The woman tightly embraced the redhead, giving her own sigh of relief. "I guess our tenacity for close calls is still with us, Fitz."
The redhead is Fitz! Bucky realized. Which would make the woman, 'Jemma', Simmons. The two scientists. But who's the little one?
The small one tried to remove the helmet, to no avail, then looked up at Simmons. "Mom, help," The child demanded. Alya, Bucky suddenly recalled.
Simmons plucked the metal encasement from the little girl, tucking it under her arm and leading her out away from the quantum vortex, which Bucky realized was still standing open. He raised his I.C.E.R. once more. "If everybody's here, why is that thing still open?" He demanded.
Simmons turned to look into the vortex. "Well, we expecting someone else, but it's possible he decided to stay behind-"
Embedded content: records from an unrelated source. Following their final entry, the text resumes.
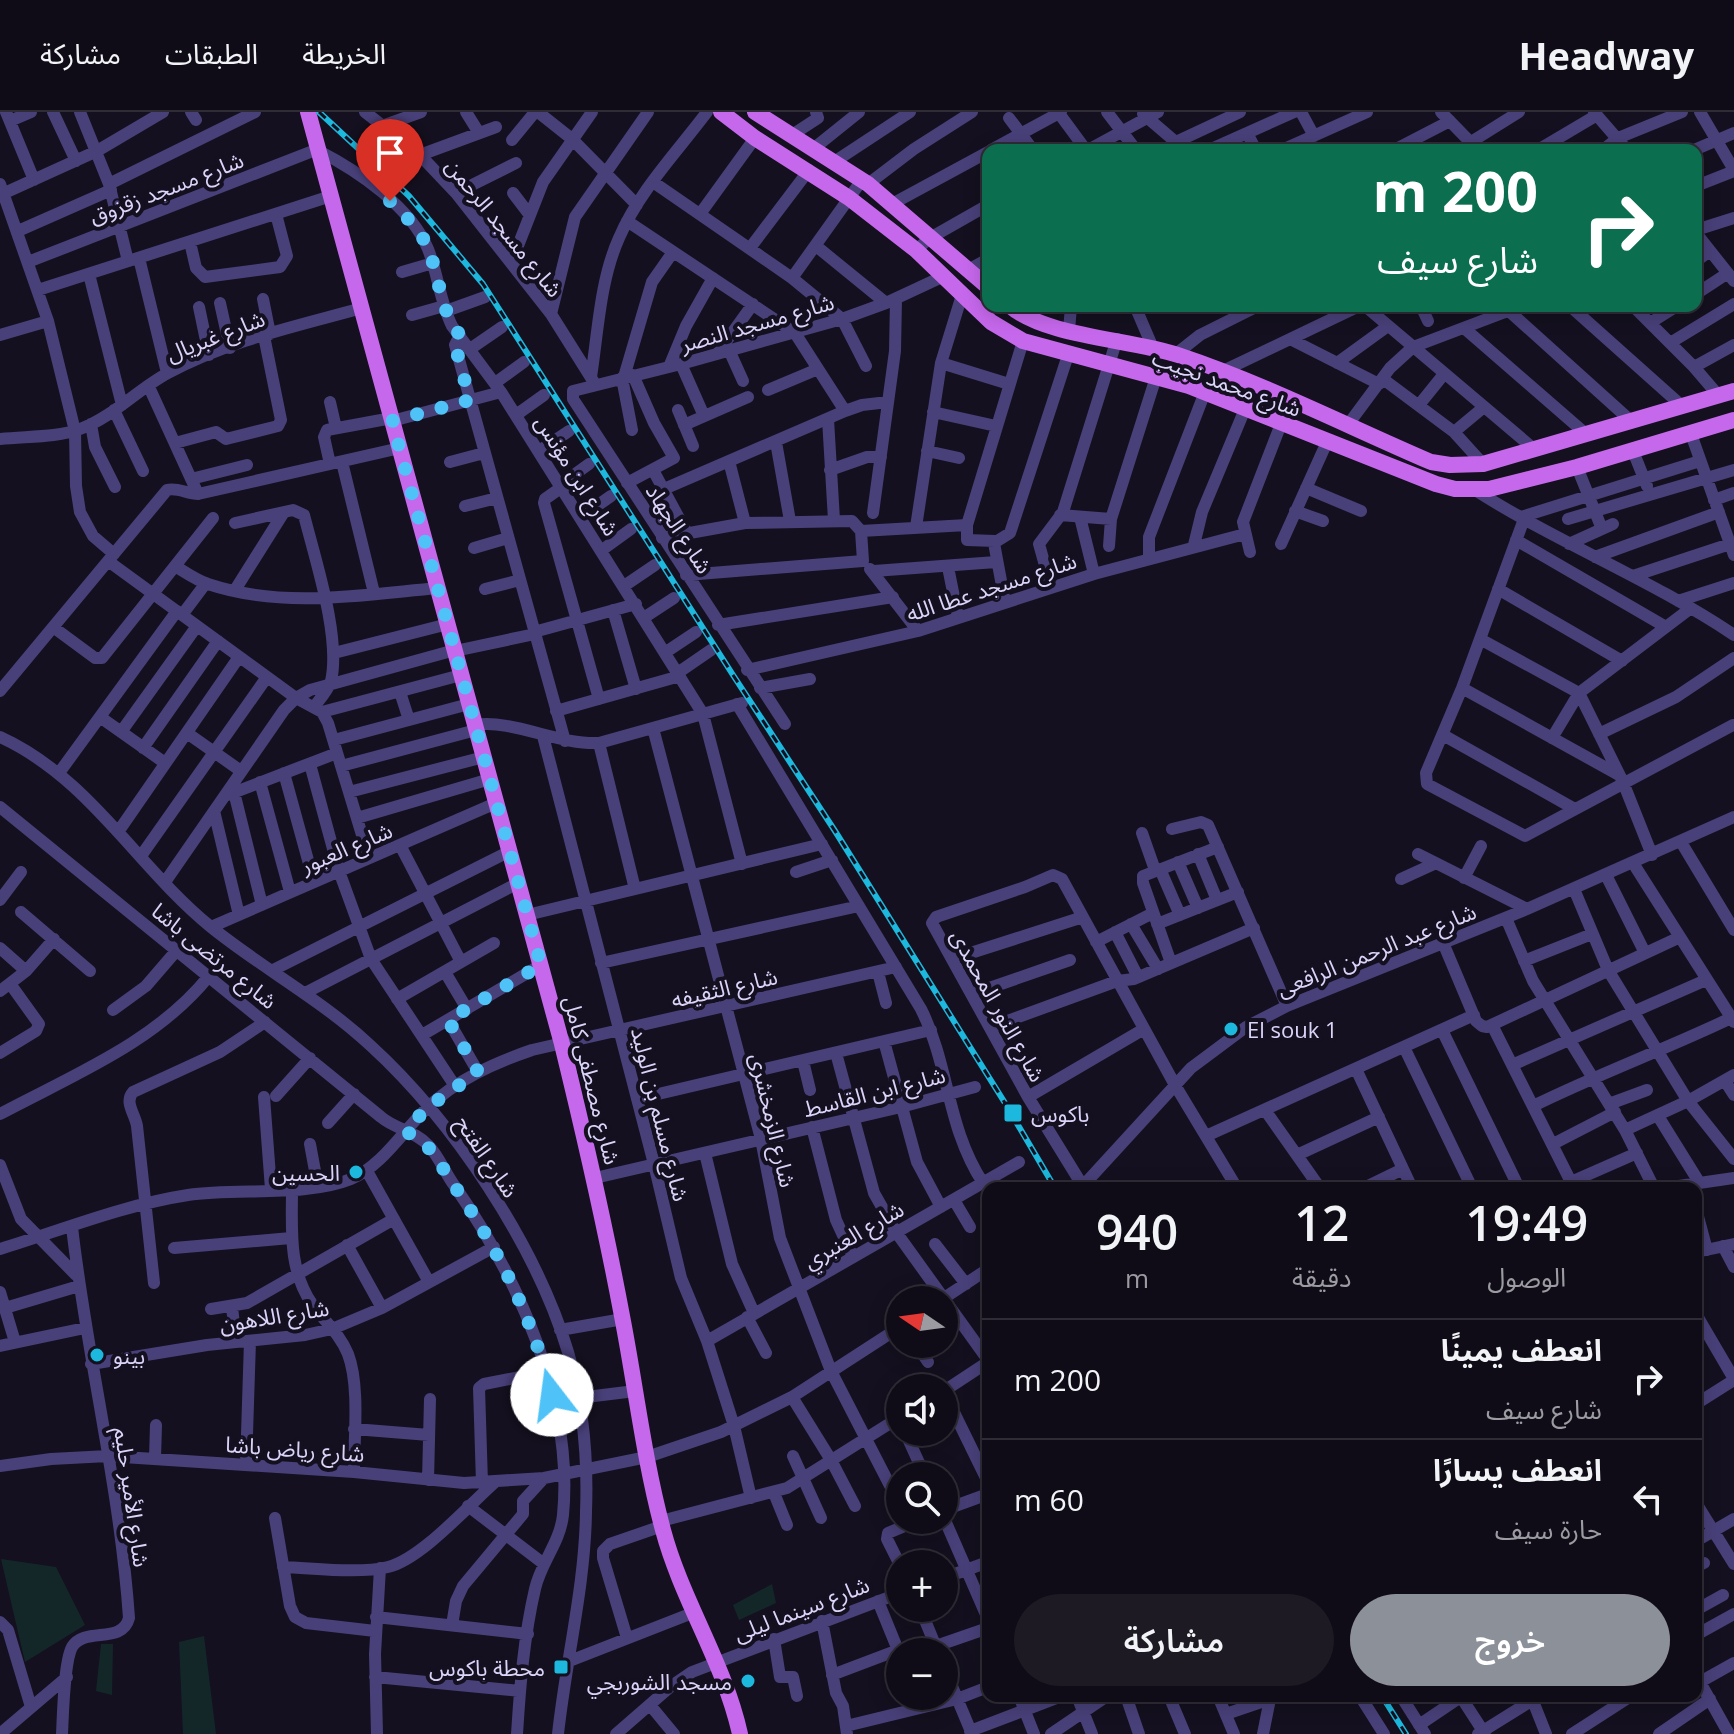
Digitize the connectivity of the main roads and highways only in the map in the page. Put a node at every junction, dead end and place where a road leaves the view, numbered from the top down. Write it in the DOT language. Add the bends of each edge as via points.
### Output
graph roads {
  1 [pos="721,112"];
  2 [pos="760,113"];
  3 [pos="307,114"];
  4 [pos="982,282"];
  5 [pos="1021,312"];
  6 [pos="1726,393"];
  7 [pos="1285,398"];
  8 [pos="1734,420"];
  9 [pos="1278,422"];
  10 [pos="1353,429"];
  11 [pos="1349,452"];
  12 [pos="740,1734"];
  1 -- 9 [label="main road, شارع محمد نجيب" via="849,198 916,250 991,322 1023,341 1205,392"];
  2 -- 4 [label="main road" via="865,182"];
  3 -- 12 [label="main road, شارع مصطفى كامل" via="562,1044 595,1178 662,1524 732,1700"];
  5 -- 7 [label="main road, شارع محمد نجيب" via="1069,331 1176,354"];
  6 -- 10 [label="main road, شارع محمد نجيب" via="1483,464 1431,462"];
  7 -- 9 [label="main road"];
  7 -- 10 [label="main road, شارع محمد نجيب"];
  8 -- 11 [label="main road, شارع محمد نجيب" via="1577,467 1475,490 1436,484"];
  9 -- 11 [label="main road, شارع محمد نجيب"];
  10 -- 11 [label="main road"];
}
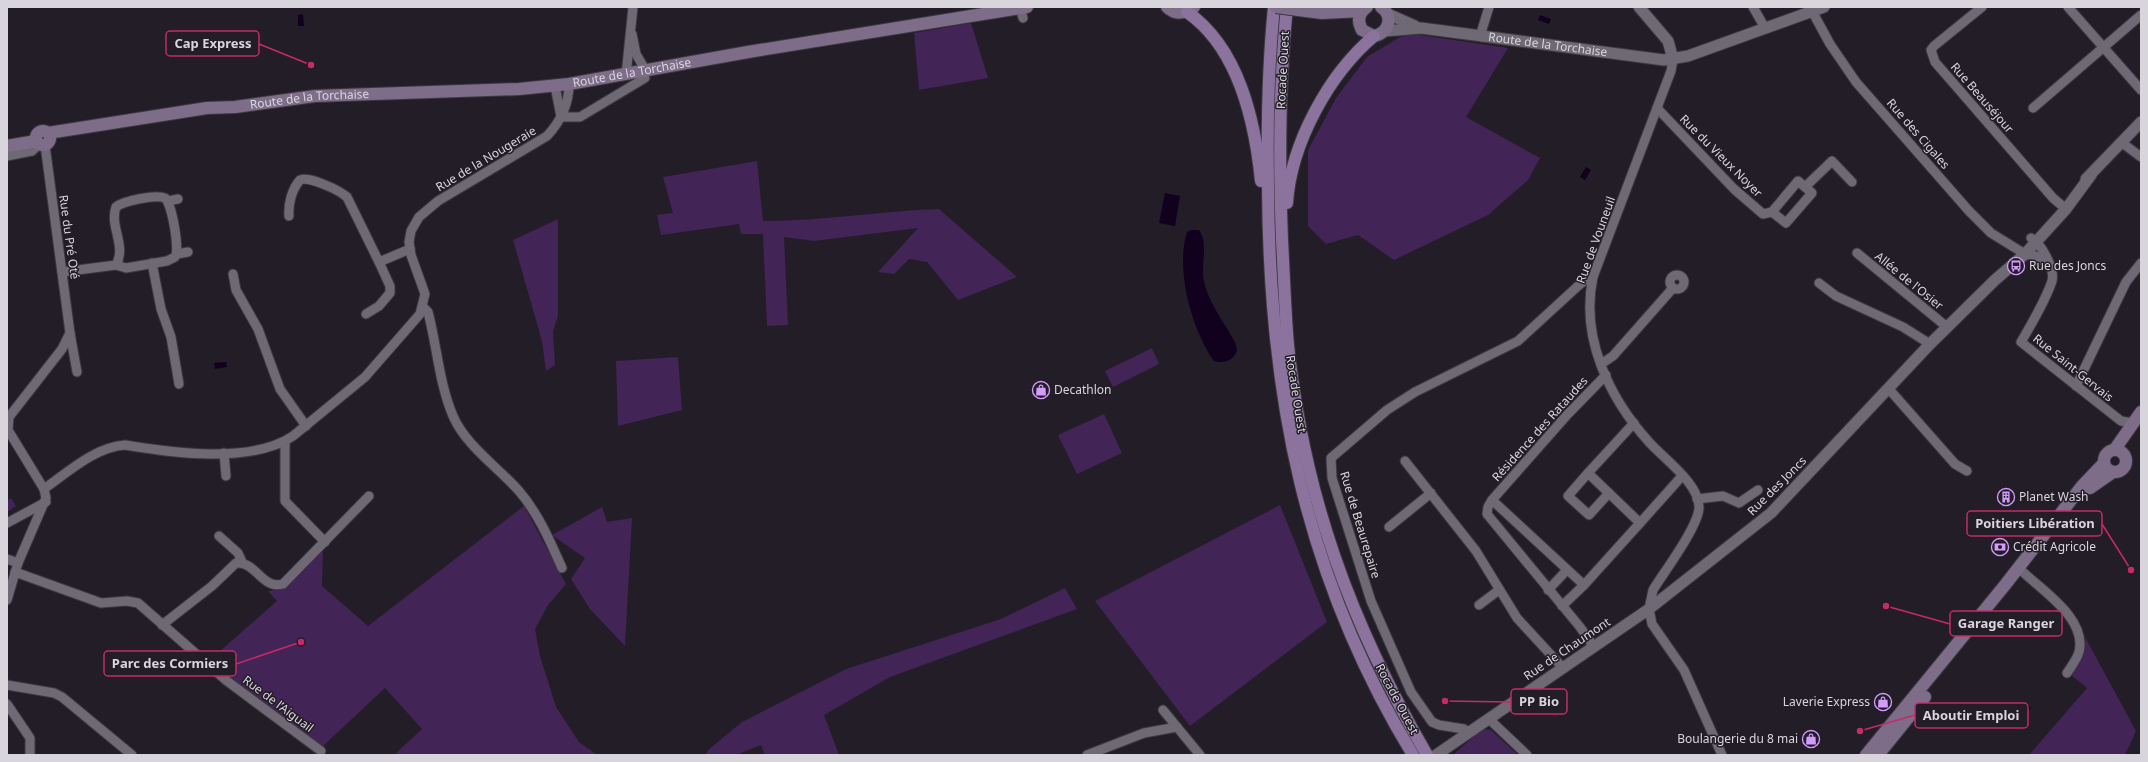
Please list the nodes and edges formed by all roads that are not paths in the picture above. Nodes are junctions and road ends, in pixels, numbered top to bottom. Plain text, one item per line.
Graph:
1 (633, 7) edge
2 (1167, 7) edge
3 (1275, 7) edge
4 (1287, 7) edge
5 (1489, 7) edge
6 (1639, 7) edge
7 (1754, 7) edge
8 (1824, 7) edge
9 (1982, 7) edge
10 (2068, 7) edge
11 (1192, 8) edge
12 (1364, 9) edge
13 (983, 11) edge
14 (1023, 11) edge
15 (1384, 11) edge
16 (1812, 12) junction
17 (1322, 13) junction
18 (2141, 16) edge
19 (1360, 26) junction
20 (631, 28) junction
21 (1421, 28) junction
22 (1765, 28) junction
23 (1379, 33) junction
24 (1482, 37) junction
25 (2104, 47) junction
26 (1673, 59) junction
27 (645, 74) junction
28 (626, 75) junction
29 (569, 84) junction
30 (555, 86) junction
31 (2141, 90) edge
32 (1657, 108) junction
33 (2033, 108) dead end
34 (561, 117) junction
35 (2141, 122) edge
36 (7, 140) edge
37 (43, 140) junction
38 (2121, 142) junction
39 (7, 146) edge
40 (7, 156) edge
41 (2141, 157) edge
42 (1852, 182) dead end
43 (1805, 188) junction
44 (178, 199) dead end
45 (168, 201) junction
46 (2064, 207) junction
47 (1772, 212) junction
48 (289, 216) dead end
49 (183, 223) dead end
50 (173, 225) junction
51 (2034, 240) junction
52 (410, 249) junction
53 (188, 252) dead end
54 (2023, 252) junction
55 (1857, 253) dead end
56 (177, 254) junction
57 (1268, 255) junction
58 (379, 262) junction
59 (152, 263) junction
60 (2141, 263) edge
61 (116, 265) junction
62 (2049, 266) junction
63 (62, 272) junction
64 (233, 274) dead end
65 (1593, 277) junction
66 (1819, 283) dead end
67 (1673, 288) dead end
68 (423, 307) junction
69 (366, 314) dead end
70 (1286, 316) junction
71 (1947, 327) junction
72 (70, 333) junction
73 (1930, 344) junction
74 (1601, 364) junction
75 (77, 372) dead end
76 (1606, 375) junction
77 (179, 384) dead end
78 (2076, 386) junction
79 (1888, 388) junction
80 (2141, 412) edge
81 (2121, 421) junction
82 (1634, 424) junction
83 (2137, 424) edge
84 (306, 426) junction
85 (2125, 436) junction
86 (284, 442) junction
87 (2115, 450) junction
88 (224, 453) junction
89 (2126, 458) junction
90 (1405, 461) dead end
91 (2104, 463) junction
92 (1968, 471) dead end
93 (2113, 472) junction
94 (1588, 473) junction
95 (226, 476) dead end
96 (1682, 476) junction
97 (44, 489) junction
98 (1758, 490) dead end
99 (1431, 493) junction
100 (1609, 493) junction
101 (369, 496) dead end
102 (1697, 499) junction
103 (1492, 500) junction
104 (46, 502) junction
105 (7, 523) edge
106 (1640, 523) junction
107 (1389, 526) dead end
108 (219, 536) dead end
109 (325, 542) junction
110 (7, 559) edge
111 (242, 562) junction
112 (18, 563) junction
113 (562, 568) dead end
114 (1567, 570) junction
115 (15, 572) junction
116 (2023, 572) junction
117 (1584, 585) junction
118 (1499, 590) junction
119 (1548, 590) junction
120 (7, 600) edge
121 (1479, 605) dead end
122 (1562, 606) junction
123 (1649, 609) junction
124 (162, 625) junction
125 (1594, 647) junction
126 (1563, 668) junction
127 (2067, 673) dead end
128 (7, 685) edge
129 (7, 704) edge
130 (1163, 710) dead end
131 (1489, 719) junction
132 (1177, 727) junction
133 (1465, 735) junction
134 (321, 751) dead end
135 (30, 755) edge
136 (132, 755) edge
137 (1087, 755) edge
138 (1200, 755) edge
139 (1413, 755) edge
140 (1427, 755) edge
141 (1436, 755) edge
142 (1447, 755) edge
143 (1527, 755) edge
144 (1722, 755) edge
145 (1866, 755) edge
146 (1878, 755) edge

1 - 20 street
2 - 11 main road
3 - 17 main road, bridge
3 - 57 main road, Rocade Ouest
4 - 70 main road, Rocade Ouest
5 - 24 street
6 - 26 street
7 - 22 street
8 - 16 street, Route de la Torchaise
9 - 46 street, Rue Beauséjour
10 - 25 street
11 - 57 main road
12 - 17 main road
12 - 19 main road
13 - 14 main road, Route de la Torchaise
13 - 27 main road, Route de la Torchaise
15 - 21 street, Route de la Torchaise
15 - 23 main road
16 - 22 street, Route de la Torchaise
16 - 54 street, Rue des Cigales
17 - 19 main road
18 - 25 street
19 - 23 main road
20 - 27 street
20 - 28 street
21 - 23 street, Route de la Torchaise
21 - 24 street, Route de la Torchaise
22 - 26 street, Route de la Torchaise
23 - 70 main road
24 - 26 street, Route de la Torchaise
25 - 31 street
25 - 33 street
26 - 32 street, Rue de Vouneuil
27 - 28 main road, Route de la Torchaise
27 - 34 street
28 - 29 main road, Route de la Torchaise
29 - 30 main road, Route de la Torchaise
29 - 34 street
30 - 34 street
30 - 37 main road, Route de la Torchaise
32 - 47 street, Rue du Vieux Noyer
32 - 65 street, Rue de Vouneuil
34 - 52 street, Rue de la Nougeraie
35 - 38 street, Rue des Joncs
36 - 37 main road, Route de la Torchaise
37 - 39 main road, Route de la Torchaise
37 - 40 street
37 - 63 street, Rue du Pré Oté
38 - 41 street
38 - 46 street, Rue des Joncs
42 - 43 street
43 - 47 street
43 - 47 street, Rue du Vieux Noyer
44 - 45 street
45 - 50 street
45 - 61 street
46 - 51 street, Rue des Joncs
48 - 58 street
49 - 50 street
50 - 56 street
51 - 54 street, Rue des Joncs
51 - 62 street, Rue Saint-Gervais
52 - 58 street
52 - 68 street, Rue de la Nougeraie
53 - 56 street
54 - 62 street
54 - 71 street, Rue des Joncs
55 - 71 street, Allée de l'Osier
56 - 59 street
57 - 139 main road, Rocade Ouest
58 - 69 street
59 - 61 street
59 - 77 street
60 - 78 street
61 - 63 street
62 - 78 street, Rue Saint-Gervais
63 - 72 street, Rue du Pré Oté
64 - 84 street
65 - 74 street, Rue de Vouneuil
65 - 133 street, Rue de Beaurepaire
66 - 73 street
67 - 74 street
68 - 84 street
68 - 113 street
70 - 140 main road, Rocade Ouest
71 - 73 street, Rue des Joncs
72 - 75 street, Rue du Pré Oté
72 - 97 street
73 - 79 street, Rue des Joncs
74 - 76 street, Rue de Vouneuil
76 - 82 street, Rue de Vouneuil
76 - 103 street, Résidence des Rataudes
78 - 81 street, Rue Saint-Gervais
79 - 92 street
79 - 123 street, Rue des Joncs
80 - 83 main road
81 - 83 street, Rue Saint-Gervais
81 - 85 street
82 - 94 street
82 - 96 street, Rue de Vouneuil
83 - 85 main road
83 - 89 main road
84 - 86 street
85 - 87 main road
86 - 88 street
86 - 109 street
87 - 89 main road
87 - 91 main road
88 - 95 street
88 - 97 street
89 - 93 main road
90 - 99 street
91 - 93 main road
91 - 145 main road
93 - 116 main road
94 - 100 street
94 - 100 street
96 - 102 street, Rue de Vouneuil
96 - 106 street
97 - 104 street
98 - 102 street
99 - 107 street
99 - 118 street
100 - 106 street
101 - 109 street
102 - 123 street
103 - 114 street
103 - 119 street
104 - 105 street
104 - 112 street
106 - 117 street
108 - 111 street
109 - 111 street
110 - 112 street
111 - 124 street
112 - 115 street
114 - 117 street
114 - 119 street
115 - 120 street
115 - 124 street, Rue de l’Aiguail
116 - 127 street
116 - 146 main road
117 - 122 street
118 - 121 street
118 - 126 street
119 - 122 street
122 - 125 street
123 - 125 street, Rue de Chaumont
123 - 144 street
124 - 134 street, Rue de l’Aiguail
125 - 126 street, Rue de Chaumont
126 - 131 street, Rue de Chaumont
128 - 136 street
129 - 135 street
130 - 132 street
131 - 133 street, Rue de Chaumont
131 - 143 street
132 - 137 street
132 - 138 street
133 - 141 street, Rue de Chaumont
133 - 142 street, Rue de Chaumont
As she spoke, the vortex flashed one more time, depositing a stark white figure in the room, facing away from them. The portal immediately stitched to a close and the egg-item stopped flashing. "Turn around!" Bucky instructed the figure. They obeyed.
"Sergeant Barnes, I mean you no harm," The final person said as he turned to face them. All three Avengers dropped their weapons in shock.
"Vision," Rhodey breathed. It was true. Before them stood the Vision, stark white from head to toe and with what appeared to be an Arc Reactor where the Mind Stone had previously resided. His eyes, however, were still green, as they had once been.
"Yes, it is I," The vibranium android responded. "It's good to see you all again."
"Vision, how are you here?" Sam asked.
"And why?" Mack added, indicating the Fitz-Simmonses.
"I am equally mystified as to how I am here, Captain Wilson. An explanation for another time. However, why I'm here is a bit more explicable, and relevant," Vision said. "The Fitz-Simmonses helped me. I thought it was only fair that I try to return the favor.
"Meaning?" Coulson asked curiously.
"I'm here to help you stop Centipede."